With Donn Piatt's permission I told that story several times. Presently I read it in brief form in a newspaper where the hero of it was set down as "Tom Platt." I suppose the reporter in that case confused the closely similar sounds of "Donn Piatt" and "Tom Platt." At any rate, it seems proper to say that the venerable ex-Senator from New York never practiced law in Ohio and never even unintentionally induced the burning of a church. The story was Donn Piatt's and the experience was his.
LXVI
First Acquaintance with Mr. Pulitzer
I first made Mr. Pulitzer's personal acquaintance in Paris, where he was living at that time. I had been at work on the World for a comparatively brief while, when he asked me to visit him there—an invitation which he several times afterwards repeated, each time with increased pleasure to me.

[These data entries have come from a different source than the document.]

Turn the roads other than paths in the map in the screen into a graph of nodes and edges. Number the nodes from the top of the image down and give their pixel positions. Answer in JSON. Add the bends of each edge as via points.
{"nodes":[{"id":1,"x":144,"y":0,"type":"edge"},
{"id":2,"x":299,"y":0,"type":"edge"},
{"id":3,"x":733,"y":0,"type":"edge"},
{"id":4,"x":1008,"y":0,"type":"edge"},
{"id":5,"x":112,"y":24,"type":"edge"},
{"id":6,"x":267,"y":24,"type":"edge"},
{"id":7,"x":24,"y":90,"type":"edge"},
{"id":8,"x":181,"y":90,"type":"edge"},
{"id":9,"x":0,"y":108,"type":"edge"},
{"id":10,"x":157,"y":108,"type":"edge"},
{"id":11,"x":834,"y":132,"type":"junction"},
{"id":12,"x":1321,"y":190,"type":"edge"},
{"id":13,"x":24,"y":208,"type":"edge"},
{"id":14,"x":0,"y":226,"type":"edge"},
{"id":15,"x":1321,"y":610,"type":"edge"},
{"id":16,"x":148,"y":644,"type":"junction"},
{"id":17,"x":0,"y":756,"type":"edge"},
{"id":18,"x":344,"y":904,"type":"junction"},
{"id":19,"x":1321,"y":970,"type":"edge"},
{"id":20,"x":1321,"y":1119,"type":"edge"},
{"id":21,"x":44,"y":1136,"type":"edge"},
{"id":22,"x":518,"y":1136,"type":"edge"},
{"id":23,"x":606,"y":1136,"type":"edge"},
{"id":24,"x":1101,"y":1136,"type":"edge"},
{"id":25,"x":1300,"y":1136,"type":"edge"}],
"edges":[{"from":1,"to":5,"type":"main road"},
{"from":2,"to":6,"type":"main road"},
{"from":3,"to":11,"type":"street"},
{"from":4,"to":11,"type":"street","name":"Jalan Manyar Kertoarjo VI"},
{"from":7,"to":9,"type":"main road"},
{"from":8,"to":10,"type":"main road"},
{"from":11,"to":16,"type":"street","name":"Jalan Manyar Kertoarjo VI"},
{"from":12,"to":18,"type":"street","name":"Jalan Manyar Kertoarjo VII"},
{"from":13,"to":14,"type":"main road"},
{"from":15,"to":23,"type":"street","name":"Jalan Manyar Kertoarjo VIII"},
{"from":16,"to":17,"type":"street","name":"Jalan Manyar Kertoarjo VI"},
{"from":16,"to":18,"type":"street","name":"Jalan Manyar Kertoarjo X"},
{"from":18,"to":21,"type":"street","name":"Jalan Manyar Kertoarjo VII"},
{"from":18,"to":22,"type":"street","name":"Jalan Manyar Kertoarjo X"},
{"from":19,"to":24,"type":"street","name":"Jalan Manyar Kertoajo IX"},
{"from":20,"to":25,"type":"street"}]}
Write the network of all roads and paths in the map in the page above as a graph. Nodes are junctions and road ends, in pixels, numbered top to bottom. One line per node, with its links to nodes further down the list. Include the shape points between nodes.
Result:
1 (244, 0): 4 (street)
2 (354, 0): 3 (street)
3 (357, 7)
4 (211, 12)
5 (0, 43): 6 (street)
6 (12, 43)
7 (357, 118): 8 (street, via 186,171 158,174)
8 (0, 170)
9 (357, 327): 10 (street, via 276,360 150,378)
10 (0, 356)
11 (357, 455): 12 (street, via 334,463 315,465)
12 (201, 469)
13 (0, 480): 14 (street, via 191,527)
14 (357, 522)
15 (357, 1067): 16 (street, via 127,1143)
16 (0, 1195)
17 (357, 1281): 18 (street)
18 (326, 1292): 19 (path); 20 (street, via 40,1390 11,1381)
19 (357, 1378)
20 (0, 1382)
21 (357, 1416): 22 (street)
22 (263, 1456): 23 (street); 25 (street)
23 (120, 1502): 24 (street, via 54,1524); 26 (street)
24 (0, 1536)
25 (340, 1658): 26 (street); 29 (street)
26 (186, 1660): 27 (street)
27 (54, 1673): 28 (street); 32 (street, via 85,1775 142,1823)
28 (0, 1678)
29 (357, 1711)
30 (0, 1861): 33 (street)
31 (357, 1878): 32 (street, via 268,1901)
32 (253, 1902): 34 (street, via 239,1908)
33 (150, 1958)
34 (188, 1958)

On the occasion of my first visit to him, he said to me one evening at dinner:
"I have invited you here with the primary purpose that you shall have a good time. But secondly, I want to see you as often as I can. We have luncheon at one o'clock, and dinner at seven-thirty. I wish you'd take luncheon and dinner with me as often as you can, consistently with my primary purpose that you shall have a good time. If you've anything else on hand that interests you more, you are not to come to luncheon or dinner, and I will understand. But if you haven't anything else on hand, I sincerely wish you'd come."
In all my experience—even in Virginia during the old, limitlessly hospitable plantation days—I think I never knew a hospitality superior to this—one that left the guest so free to come on the one hand and so entirely free to stay away without question if he preferred that. I, who have celebrated hospitality of the most gracious kind in romances of Virginia, where hospitality bore its most gorgeous blossoms and its richest fruitage, bear witness that I have known no such exemplar of that virtue in its perfect manifestation as Joseph Pulitzer.
Years afterwards, at Bar Harbor, I had been working with him night and day over editorial problems of consequence, and, as I sat looking on at a game of chess in which he was engaged one evening, he suddenly ordered me to bed.
"You've been overworking," he said. "You are to go to bed now, and you are not to get up till you feel like getting up—even if it is two days hence. Go, I tell you, and pay no heed to hours or anything else. You shall not be interrupted in your sleep."